Le retour de la démocratie

Les élections de mars 1983 marquent le retour à la démocratie avec l’arrivée au pouvoir du radical Raúl Alfonsín. Il rétablit les institutions publiques comme les droits et garanties constitutionnels. Sur le plan des relations extérieures, l’Argentine règle un différent frontalier avec le Chili et signe un traité de paix et d’amitié. En 1985, l’Argentine se réconcilie avec le Brésil. La déclaration de Foz do Iguaçu, signée à cette occasion, sera à l’origine du futur Mercosur, la zone de libre-échange du cône Sud. Mais une inflation record touche le pays, conduisant à la défaite du parti d’Alfonsín lors des élections anticipées de 1989.

Carlos Menem (parti justicialiste, héritier du péronisme) lui succède. Celui-ci mène une politique très libérale. L’inflation est fortement réduite, mais le chômage reste très important. Sur le plan diplomatique, il signe le traité d’Asunción le 26 mars 1991, fondant le Mercosur, d’abord avec le Brésil, le Paraguay et l’Uruguay.

La crise de 2000-2001

Après le second mandat présidentiel de Menem, Fernando de la Rúa (de l’UCR, l’Union civique radicale) est élu pour lui succéder. Face à la dramatique récession économique du pays, les manifestations publiques déferlent avec, notamment, les fameux cacerolazos (concerts de casseroles). De la Rúa réprime violemment le mouvement, qui ne fait que s’amplifier. Il doit abandonner le pouvoir, tout comme ses successeurs.

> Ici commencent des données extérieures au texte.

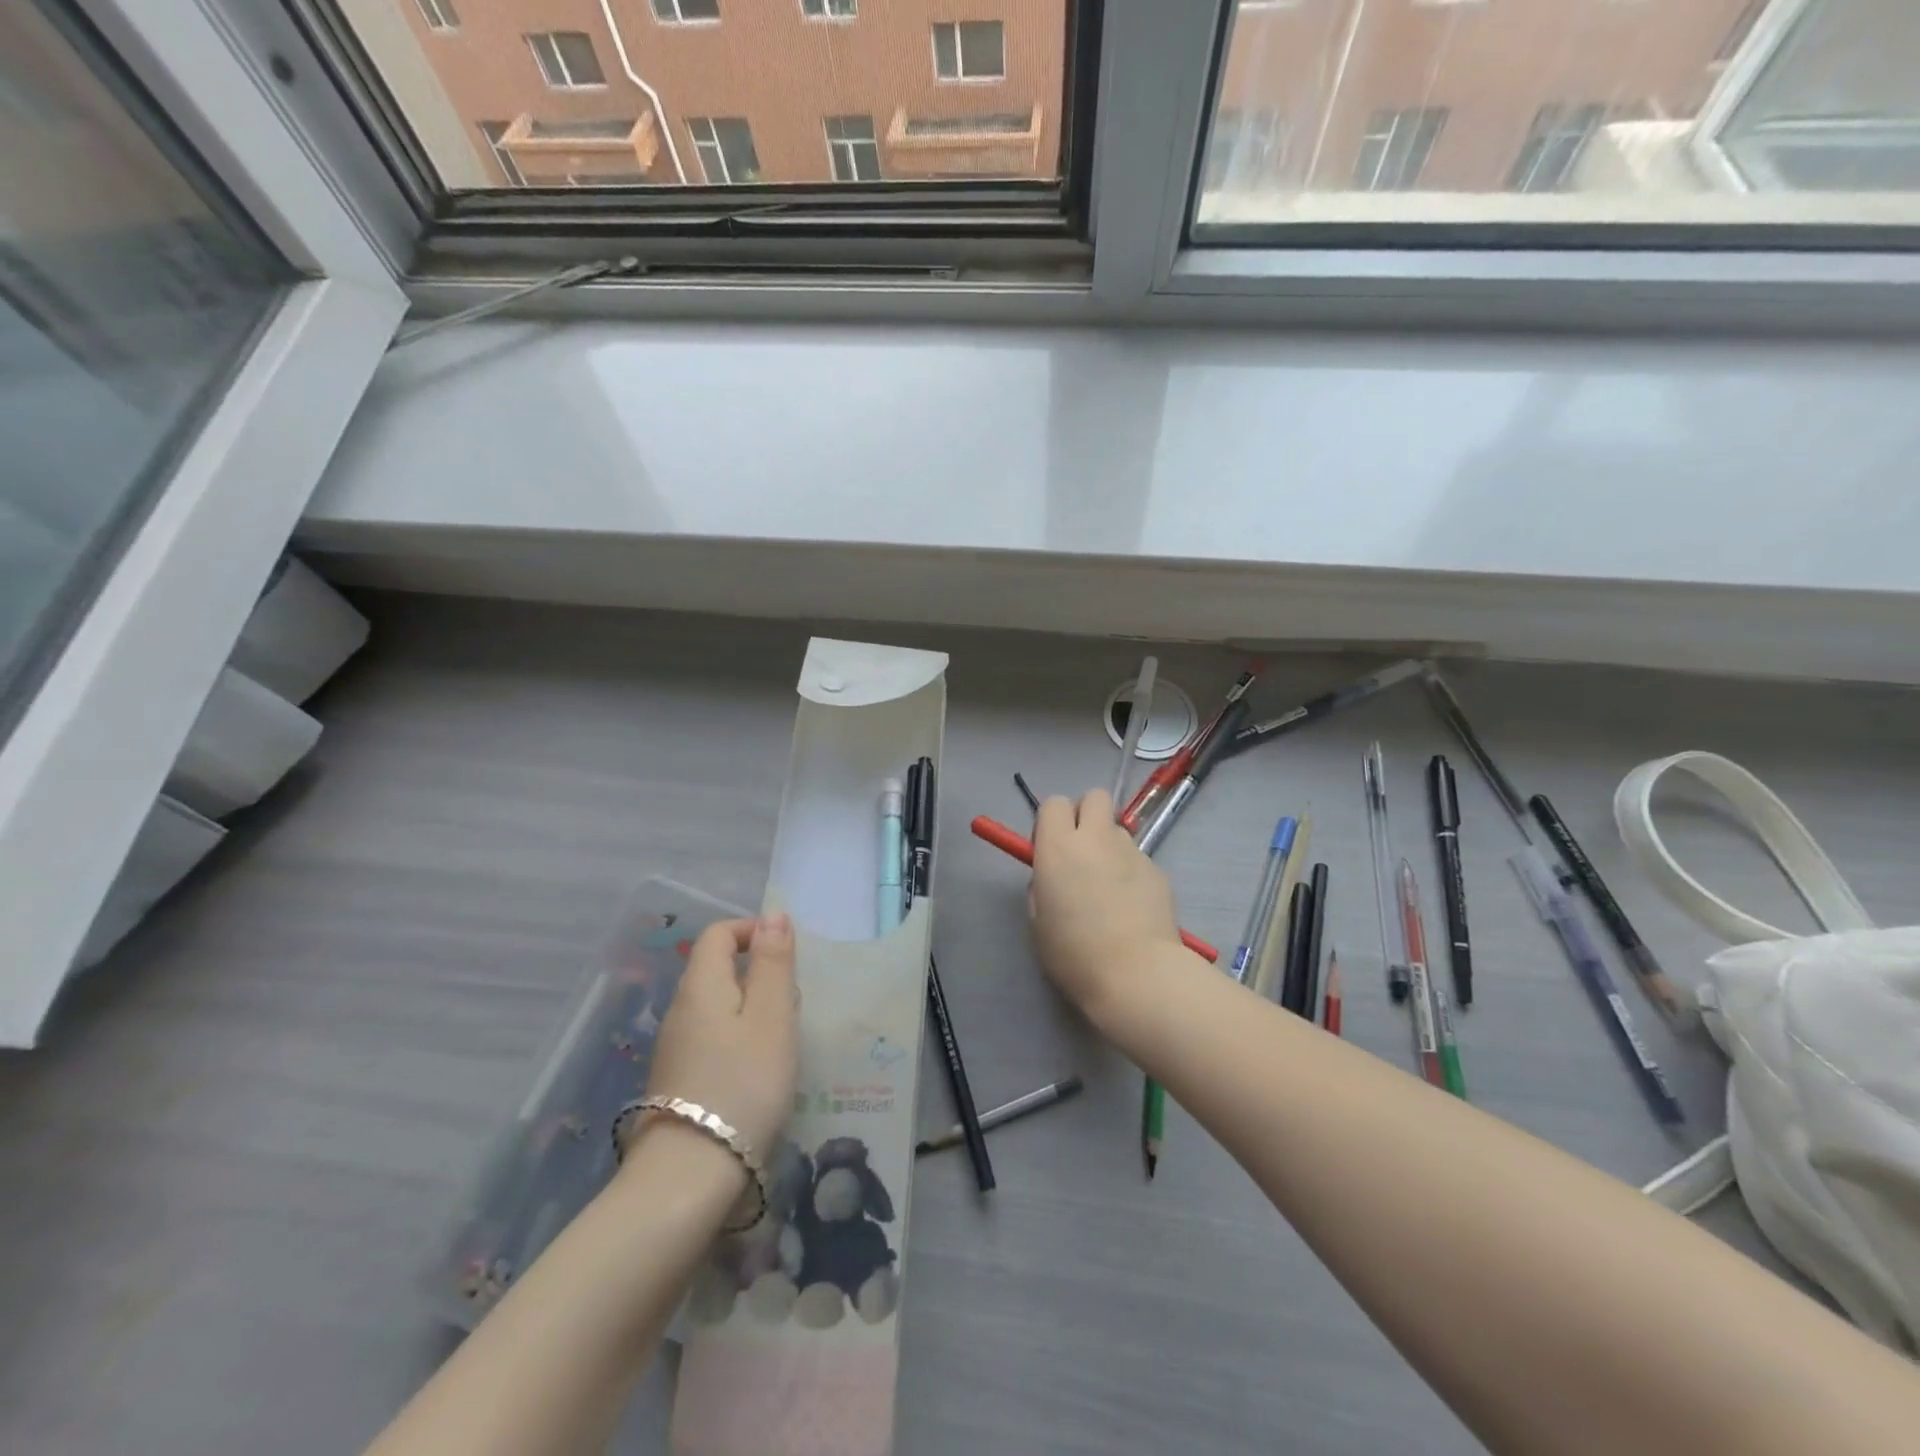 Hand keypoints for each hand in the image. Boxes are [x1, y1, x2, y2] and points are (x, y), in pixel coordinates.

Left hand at [642, 914, 798, 1161]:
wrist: (690, 1175)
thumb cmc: (743, 1084)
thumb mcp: (772, 1016)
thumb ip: (773, 962)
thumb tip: (773, 915)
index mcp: (701, 986)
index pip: (718, 934)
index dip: (752, 931)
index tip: (787, 954)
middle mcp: (680, 1010)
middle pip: (716, 968)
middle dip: (758, 973)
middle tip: (792, 1004)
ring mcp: (674, 1048)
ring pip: (716, 1006)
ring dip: (751, 1009)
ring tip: (781, 1040)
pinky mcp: (677, 1081)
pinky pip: (711, 1038)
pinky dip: (738, 1039)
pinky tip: (757, 1072)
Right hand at [1029, 789, 1184, 1024]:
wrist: (1136, 974)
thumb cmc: (1074, 953)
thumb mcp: (1038, 920)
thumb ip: (1042, 886)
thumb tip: (1054, 875)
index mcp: (1058, 847)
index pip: (1054, 803)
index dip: (1051, 822)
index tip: (1050, 848)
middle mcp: (1096, 838)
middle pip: (1094, 797)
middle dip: (1085, 814)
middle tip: (1080, 849)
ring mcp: (1131, 851)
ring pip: (1118, 830)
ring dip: (1109, 846)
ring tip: (1108, 886)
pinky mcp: (1157, 870)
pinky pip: (1138, 859)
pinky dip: (1131, 873)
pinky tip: (1131, 907)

C’est finalement Eduardo Duhalde, nommé par le Congrès, qui rétablit la situation avec l’aide d’un gouvernement dominé par les péronistes. Il prend des mesures impopulaires mais qui se révèlent efficaces, parmi lesquelles la suppression de la parité du peso argentin avec le dollar.

Nestor et Cristina Kirchner
																  															  

Alors que la crise économique s’apaise, de nouvelles élections conduisent un autre péroniste, Néstor Kirchner, au pouvoir en mai 2003. Celui-ci parvient à négocier la diminution de la dette argentine auprès de ses créanciers. Il prend de la distance vis-à-vis des Etats-Unis et s’emploie à développer les relations au sein du Mercosur. Il connaît en revanche des difficultés avec l’Uruguay. Sur le plan intérieur, Kirchner lève l’immunité des criminels de la dictature en abrogeant les lois d’amnistie imposées par Menem.